▶ Work order
Set out exactly, line by line, the stretch of data below that begins at the line containing "context.strokeStyle = color;" and ends at the line containing "M455,1101L525,1119L509,1177L439,1154Z", with both ends kept.

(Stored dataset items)
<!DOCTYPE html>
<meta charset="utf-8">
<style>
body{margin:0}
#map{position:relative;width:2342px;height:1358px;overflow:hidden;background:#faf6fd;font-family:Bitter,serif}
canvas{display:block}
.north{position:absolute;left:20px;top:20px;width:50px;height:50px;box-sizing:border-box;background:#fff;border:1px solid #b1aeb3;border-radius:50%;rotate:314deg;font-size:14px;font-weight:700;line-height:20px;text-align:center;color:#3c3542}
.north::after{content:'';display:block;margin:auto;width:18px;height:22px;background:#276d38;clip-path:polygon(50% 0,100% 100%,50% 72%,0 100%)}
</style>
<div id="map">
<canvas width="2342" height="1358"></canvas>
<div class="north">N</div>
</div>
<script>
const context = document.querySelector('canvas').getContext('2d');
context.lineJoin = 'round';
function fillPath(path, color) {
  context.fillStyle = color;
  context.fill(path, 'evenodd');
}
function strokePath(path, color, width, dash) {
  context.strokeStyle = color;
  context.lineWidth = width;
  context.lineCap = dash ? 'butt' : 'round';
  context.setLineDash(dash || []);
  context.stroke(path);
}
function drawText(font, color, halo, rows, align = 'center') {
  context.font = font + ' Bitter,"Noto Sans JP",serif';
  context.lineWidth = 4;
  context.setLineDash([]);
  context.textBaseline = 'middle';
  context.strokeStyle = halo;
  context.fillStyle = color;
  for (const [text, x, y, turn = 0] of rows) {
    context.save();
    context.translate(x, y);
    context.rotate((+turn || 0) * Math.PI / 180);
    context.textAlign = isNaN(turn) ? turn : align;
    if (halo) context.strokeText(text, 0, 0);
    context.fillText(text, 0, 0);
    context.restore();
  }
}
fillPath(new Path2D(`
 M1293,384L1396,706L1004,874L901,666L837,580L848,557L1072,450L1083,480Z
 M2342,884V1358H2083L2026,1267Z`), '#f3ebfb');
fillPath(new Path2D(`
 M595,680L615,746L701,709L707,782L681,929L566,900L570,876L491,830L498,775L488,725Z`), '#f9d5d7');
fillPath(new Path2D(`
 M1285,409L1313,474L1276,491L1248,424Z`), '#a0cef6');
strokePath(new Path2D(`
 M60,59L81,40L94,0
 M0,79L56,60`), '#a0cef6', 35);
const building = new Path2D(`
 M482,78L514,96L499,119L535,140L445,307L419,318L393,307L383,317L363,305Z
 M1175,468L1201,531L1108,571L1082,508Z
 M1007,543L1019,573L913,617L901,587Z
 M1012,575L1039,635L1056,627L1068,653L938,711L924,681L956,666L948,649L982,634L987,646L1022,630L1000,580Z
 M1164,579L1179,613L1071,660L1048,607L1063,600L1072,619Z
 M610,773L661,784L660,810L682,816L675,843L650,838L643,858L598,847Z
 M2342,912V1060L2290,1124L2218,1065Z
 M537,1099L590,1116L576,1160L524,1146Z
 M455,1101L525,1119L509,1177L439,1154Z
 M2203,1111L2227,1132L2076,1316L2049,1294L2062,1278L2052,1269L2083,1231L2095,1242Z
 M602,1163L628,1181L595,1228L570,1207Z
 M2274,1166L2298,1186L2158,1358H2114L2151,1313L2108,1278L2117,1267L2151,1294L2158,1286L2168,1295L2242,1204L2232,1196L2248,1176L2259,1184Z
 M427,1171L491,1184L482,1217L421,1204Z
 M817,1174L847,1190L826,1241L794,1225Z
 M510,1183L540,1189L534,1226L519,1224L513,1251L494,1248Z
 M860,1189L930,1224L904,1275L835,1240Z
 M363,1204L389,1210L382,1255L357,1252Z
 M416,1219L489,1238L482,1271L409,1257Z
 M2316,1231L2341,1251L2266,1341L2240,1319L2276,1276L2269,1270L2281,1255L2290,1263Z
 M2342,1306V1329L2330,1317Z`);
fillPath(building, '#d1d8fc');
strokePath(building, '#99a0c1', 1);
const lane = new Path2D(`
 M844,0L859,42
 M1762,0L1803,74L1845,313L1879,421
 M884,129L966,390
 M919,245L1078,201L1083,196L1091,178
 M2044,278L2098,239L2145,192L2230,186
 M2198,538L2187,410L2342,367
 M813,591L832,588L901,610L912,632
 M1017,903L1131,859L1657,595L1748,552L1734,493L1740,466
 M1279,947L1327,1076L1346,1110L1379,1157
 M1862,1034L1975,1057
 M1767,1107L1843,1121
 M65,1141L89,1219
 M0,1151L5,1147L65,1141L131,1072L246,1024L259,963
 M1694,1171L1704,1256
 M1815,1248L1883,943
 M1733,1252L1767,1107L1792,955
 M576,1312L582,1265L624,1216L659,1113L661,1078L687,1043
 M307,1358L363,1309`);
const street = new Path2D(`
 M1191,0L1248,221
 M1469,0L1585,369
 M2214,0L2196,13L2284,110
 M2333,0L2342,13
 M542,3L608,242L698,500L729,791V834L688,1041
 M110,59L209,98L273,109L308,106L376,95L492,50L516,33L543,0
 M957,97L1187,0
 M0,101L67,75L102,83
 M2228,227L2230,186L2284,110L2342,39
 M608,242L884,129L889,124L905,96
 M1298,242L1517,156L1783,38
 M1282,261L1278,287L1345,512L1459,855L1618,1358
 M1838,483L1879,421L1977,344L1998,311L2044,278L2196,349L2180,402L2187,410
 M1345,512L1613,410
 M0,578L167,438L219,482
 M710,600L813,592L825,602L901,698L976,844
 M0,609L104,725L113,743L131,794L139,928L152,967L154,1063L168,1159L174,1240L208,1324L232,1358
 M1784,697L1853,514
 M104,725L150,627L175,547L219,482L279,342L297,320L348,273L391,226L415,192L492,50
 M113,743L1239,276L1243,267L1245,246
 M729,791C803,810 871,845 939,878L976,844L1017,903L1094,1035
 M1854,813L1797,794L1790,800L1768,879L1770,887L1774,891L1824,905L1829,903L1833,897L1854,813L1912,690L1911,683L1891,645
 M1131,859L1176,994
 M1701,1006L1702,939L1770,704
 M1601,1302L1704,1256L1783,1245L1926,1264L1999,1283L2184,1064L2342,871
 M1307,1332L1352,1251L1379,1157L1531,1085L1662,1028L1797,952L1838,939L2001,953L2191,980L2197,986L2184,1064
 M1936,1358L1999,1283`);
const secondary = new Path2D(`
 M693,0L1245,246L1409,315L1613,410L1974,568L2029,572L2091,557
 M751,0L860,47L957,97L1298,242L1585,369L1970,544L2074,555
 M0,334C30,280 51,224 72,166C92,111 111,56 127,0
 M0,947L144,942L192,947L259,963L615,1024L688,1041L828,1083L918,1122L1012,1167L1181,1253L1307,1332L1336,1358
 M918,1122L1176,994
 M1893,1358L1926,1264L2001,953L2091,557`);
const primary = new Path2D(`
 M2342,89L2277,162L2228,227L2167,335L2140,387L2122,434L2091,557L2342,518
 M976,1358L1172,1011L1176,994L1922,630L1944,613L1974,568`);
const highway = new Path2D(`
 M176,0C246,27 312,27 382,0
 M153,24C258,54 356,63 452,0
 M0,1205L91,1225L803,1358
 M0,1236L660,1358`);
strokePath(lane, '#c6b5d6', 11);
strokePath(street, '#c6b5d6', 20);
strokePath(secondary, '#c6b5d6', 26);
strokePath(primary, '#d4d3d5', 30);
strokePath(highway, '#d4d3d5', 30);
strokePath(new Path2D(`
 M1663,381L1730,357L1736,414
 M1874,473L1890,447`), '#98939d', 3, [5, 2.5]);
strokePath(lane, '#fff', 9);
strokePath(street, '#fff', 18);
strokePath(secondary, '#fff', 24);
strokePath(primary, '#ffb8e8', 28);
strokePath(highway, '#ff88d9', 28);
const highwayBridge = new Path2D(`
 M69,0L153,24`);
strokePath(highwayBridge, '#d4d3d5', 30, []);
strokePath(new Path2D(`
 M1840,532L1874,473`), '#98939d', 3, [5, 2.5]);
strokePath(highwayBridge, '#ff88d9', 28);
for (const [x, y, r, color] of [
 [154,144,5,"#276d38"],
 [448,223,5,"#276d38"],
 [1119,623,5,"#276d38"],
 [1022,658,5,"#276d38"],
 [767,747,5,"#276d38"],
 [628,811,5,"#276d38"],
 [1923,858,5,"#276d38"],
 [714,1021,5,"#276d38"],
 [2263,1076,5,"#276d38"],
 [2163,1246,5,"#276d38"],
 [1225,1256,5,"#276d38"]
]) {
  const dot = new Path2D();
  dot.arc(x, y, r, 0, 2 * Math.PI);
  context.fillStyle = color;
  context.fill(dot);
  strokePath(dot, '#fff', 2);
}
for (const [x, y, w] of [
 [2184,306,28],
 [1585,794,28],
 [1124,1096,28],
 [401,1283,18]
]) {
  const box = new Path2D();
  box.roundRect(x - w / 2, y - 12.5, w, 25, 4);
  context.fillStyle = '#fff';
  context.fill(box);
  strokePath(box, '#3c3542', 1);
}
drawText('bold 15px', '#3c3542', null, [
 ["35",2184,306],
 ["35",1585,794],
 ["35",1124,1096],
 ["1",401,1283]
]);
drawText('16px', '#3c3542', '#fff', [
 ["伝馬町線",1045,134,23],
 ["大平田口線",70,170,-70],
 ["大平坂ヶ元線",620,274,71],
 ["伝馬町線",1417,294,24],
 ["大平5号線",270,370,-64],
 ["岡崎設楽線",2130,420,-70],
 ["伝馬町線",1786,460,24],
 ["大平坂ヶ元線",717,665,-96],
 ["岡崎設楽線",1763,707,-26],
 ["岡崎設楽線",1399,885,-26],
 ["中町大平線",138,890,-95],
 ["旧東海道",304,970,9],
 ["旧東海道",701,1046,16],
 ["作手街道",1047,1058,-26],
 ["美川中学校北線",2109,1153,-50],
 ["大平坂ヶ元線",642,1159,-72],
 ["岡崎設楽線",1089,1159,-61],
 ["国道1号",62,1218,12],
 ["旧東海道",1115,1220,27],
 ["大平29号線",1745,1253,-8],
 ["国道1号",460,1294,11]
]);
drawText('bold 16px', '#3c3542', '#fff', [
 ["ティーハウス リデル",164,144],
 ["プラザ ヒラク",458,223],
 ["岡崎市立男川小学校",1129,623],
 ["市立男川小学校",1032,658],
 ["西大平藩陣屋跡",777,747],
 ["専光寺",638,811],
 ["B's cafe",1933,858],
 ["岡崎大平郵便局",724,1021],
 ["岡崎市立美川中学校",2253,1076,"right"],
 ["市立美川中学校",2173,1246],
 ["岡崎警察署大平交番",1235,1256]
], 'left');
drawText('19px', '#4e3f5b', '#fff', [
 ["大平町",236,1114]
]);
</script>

▶ Task solution
  context.strokeStyle = color;
  context.lineWidth = width;
  context.lineCap = dash ? 'butt' : 'round';
  context.setLineDash(dash || []);
  context.stroke(path);
}
function drawText(font, color, halo, rows, align = 'center') {
  context.font = font + ' Bitter,"Noto Sans JP",serif';
  context.lineWidth = 4;
  context.setLineDash([]);
  context.textBaseline = 'middle';
  context.strokeStyle = halo;
  context.fillStyle = color;
  for (const [text, x, y, turn = 0] of rows) {
    context.save();
    context.translate(x, y);
    context.rotate((+turn || 0) * Math.PI / 180);
    context.textAlign = isNaN(turn) ? turn : align;
    if (halo) context.strokeText(text, 0, 0);
    context.fillText(text, 0, 0);
    context.restore();
  }
}
fillPath(new Path2D(`
 M1293,384L1396,706L1004,874L901,666L837,580L848,557L1072,450L1083,480Z
 M2342,884V1358H2083L2026,1267Z`), '#f3ebfb');
fillPath(new Path2D(`
 M595,680L615,746L701,709L707,782L681,929L566,900L570,876L491,830L498,775L488,725Z`), '#f9d5d7');
fillPath(new Path2D(`
 M1285,409L1313,474L1276,491L1248,424Z`), '#a0cef6');
strokePath(new Path2D(`
 M60,59L81,40L94,0
 M0,79L56,60`), '#a0cef6', 35);
const building = new Path2D(`
 M482,78L514,96L499,119L535,140L445,307L419,318L393,307L383,317L363,305Z
 M1175,468L1201,531L1108,571L1082,508Z
 M1007,543L1019,573L913,617L901,587Z
 M1012,575L1039,635L1056,627L1068,653L938,711L924,681L956,666L948,649L982,634L987,646L1022,630L1000,580Z
 M1164,579L1179,613L1071,660L1048,607L1063,600L1072,619Z
 M610,773L661,784L660,810L682,816L675,843L650,838L643,858L598,847Z
 M2342,912V1060L2290,1124L2218,1065Z
 M537,1099L590,1116L576,1160L524,1146Z
 M455,1101L525,1119L509,1177L439,1154Z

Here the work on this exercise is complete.